Schwäbische Zeitung (Bad Waldsee / Aulendorf)
Lackierer arbeitete als Arzt und Psychologe
Approbation erschlichen – Patienten offenbar zufrieden – Bewährungsstrafe vor Mannheimer Gericht
MANNHEIM - Mit gefälschten Urkunden hat sich ein 38-Jähriger die Approbation als Arzt und Psychologe erschlichen. Studiert hat der Deutsch-Ungar jedoch noch nie in seinem Leben. Von Beruf ist er Maler und Lackierer. Das Mannheimer Schöffengericht verurteilte ihn jetzt zu zwei Bewährungsstrafen.
Der Angeklagte habe sich unberechtigt als „Dr. med. Dipl.-Psych.“in Mannheim niedergelassen , sagte der Vorsitzende Richter und sprach von einem „Vertrauensmissbrauch“gegenüber den Patienten. Die seien davon ausgegangen, dass der Mann über die nötige Qualifikation verfüge. Die Patienten seien aber „nicht völlig unzufrieden“mit dessen Arbeit gewesen, so der Richter. Keiner habe Strafanzeige gestellt gegen den falschen Doktor und Psychotherapeuten. Das Fachwissen habe er sich „angelesen und Fortbildungen besucht“, berichtete der Angeklagte. Und von seinen Patienten ein „gutes Feedback“erhalten.
110 000 Euro an Honoraren
Die Praxis für Psychosomatik und Psychotherapie, Kinder- und Jugendpsychotherapie lag in der Mannheimer Innenstadt. Von 2015 bis 2016 erhielt der Angeklagte Honorare von der Kassenärztlichen Vereinigung in Höhe von 111 000 Euro.

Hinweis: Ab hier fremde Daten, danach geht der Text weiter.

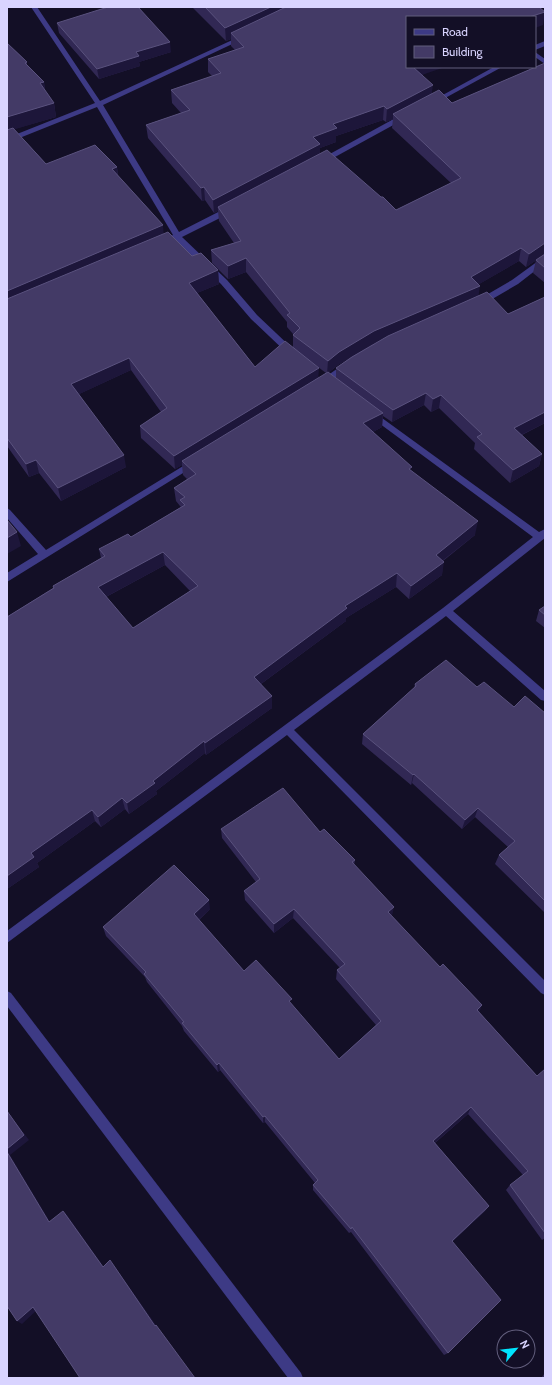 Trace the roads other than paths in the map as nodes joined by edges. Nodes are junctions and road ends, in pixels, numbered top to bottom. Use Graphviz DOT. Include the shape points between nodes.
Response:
graph roads {
  1 [pos="34,7"];
  2 [pos="250,34"];
  3 [pos="545,43"];
  4 [pos="536,48"];
  5 [pos="536,55"];
  6 [pos="545,62"];
  7 [pos="497,68"];
  8 [pos="99,104"];
  9 [pos="430,104"];
  10 [pos="409,115"];
  11 [pos="7,141"];
  12 [pos="311,167"];
  13 [pos="241,204"];
  14 [pos="178,237"];
  15 [pos="164,243"];
  16 [pos="545,259"];
  17 [pos="472,306"];
  18 [pos="296,357"];
  19 [pos="351,362"];
  20 [pos="313,389"];
  21 [pos="365,409"];
  22 [pos="199,459"];
  23 [pos="7,512"];
  24 [pos="542,535"];
  25 [pos="44,554"];
  26 [pos="7,578"];
  27 [pos="446,611"];
  28 [pos="545,697"];
  29 [pos="287,729"];
  30 [pos="7,938"];
  31 [pos="545,989"];
  32 [pos="7,997"];
  33 [pos="296,1378"];
  1 -- 8 [label="street"];
  2 -- 8 [label="street"];
  3 -- 4 [label="street"];
  5 -- 6 [label="street"];
  7 -- 9 [label="street"];
  8 -- 11 [label="street"];
  8 -- 14 [label="street"];
  10 -- 12 [label="street"];
  13 -- 14 [label="street"];
  14 -- 15 [label="street"];
  14 -- 18 [label="street"];
  16 -- 17 [label="street" via="515,282"];
  19 -- 20 [label="street"];
  21 -- 24 [label="street"];
  22 -- 25 [label="street"];
  23 -- 25 [label="street"];
  24 -- 27 [label="street"];
  25 -- 26 [label="street"];
  27 -- 28 [label="street"];
  27 -- 29 [label="street"];
  29 -- 30 [label="street"];
  29 -- 31 [label="street"];
  32 -- 33 [label="street"];
} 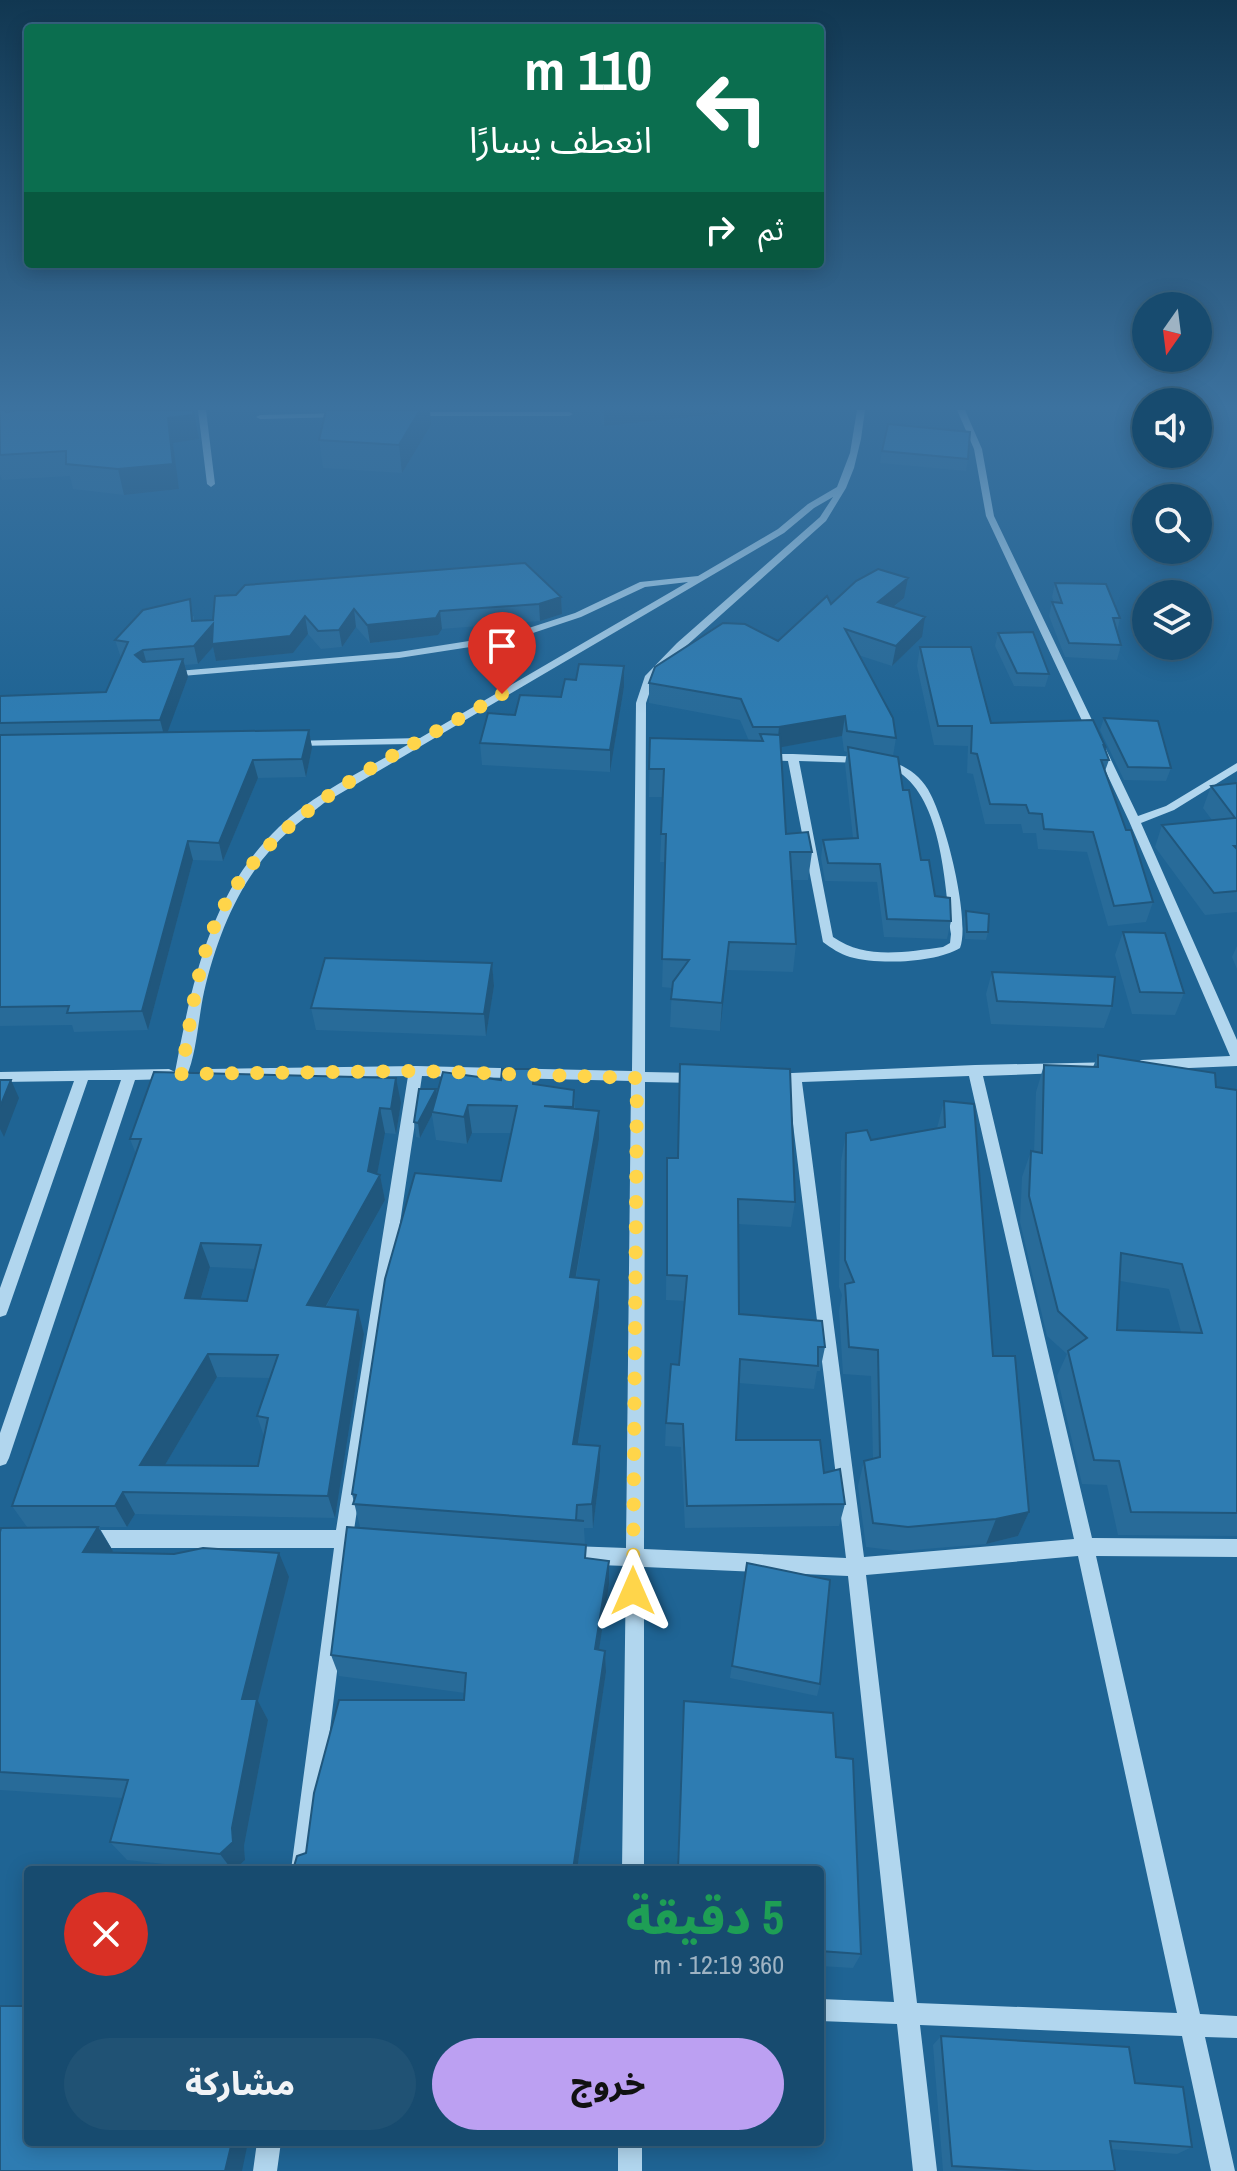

Um seine Approbation in Deutschland zu erlangen, hatte er gefälschte Urkunden einer ungarischen Universität vorgelegt. Demnach hat er ein Psychologiestudium sowie eine Ausbildung zum Kinderund Jugendpsychotherapeuten abgeschlossen. Zudem kaufte er sich eine gefälschte Promotionsurkunde, die ihn als Doktor der Medizin auswies.
Ein Berg von Schulden
Das Gericht befand ihn jetzt der Urkundenfälschung, des Betruges sowie des Missbrauchs von Titeln und Berufsbezeichnungen für schuldig. Der Richter geht von einer „positiven Sozialprognose“aus. Der Angeklagte habe sein Leben „grundlegend geändert“und arbeite jetzt als Rettungssanitäter in Berlin. Diese Ausbildung hat er tatsächlich absolviert. Jetzt sitzt er auf einem Schuldenberg. Denn die Kassenärztliche Vereinigung Baden-Württemberg verlangt die zu Unrecht gezahlten Honorare zurück. Davon sei „so gut wie nichts übrig geblieben“, so der Angeklagte. Er habe damals Steuern entrichtet und Mitarbeiter bezahlt. Ein Vergleich mit der KV sei gescheitert, bedauerte sein Verteidiger.
Der Möchtegernarzt wurde 1980 in Ungarn geboren. Sein Leben nach dem Tod seines Vaters sei für ihn „eine reine Katastrophe“gewesen. Als Jugendlicher zog er mit Mutter und Stiefvater nach Deutschland. Er habe nur schwer Fuß gefasst und „einen Fehler nach dem anderen begangen“. Als ihm in Ungarn gefälschte Studienabschlüsse angeboten wurden, habe er sich finanziell in einer „ausweglosen Lage“gefunden.
Der Mannheimer Fall ist keineswegs einzigartig. Immer wieder gelingt es Möchtegernmedizinern ohne Zulassung als Arzt zu arbeiten.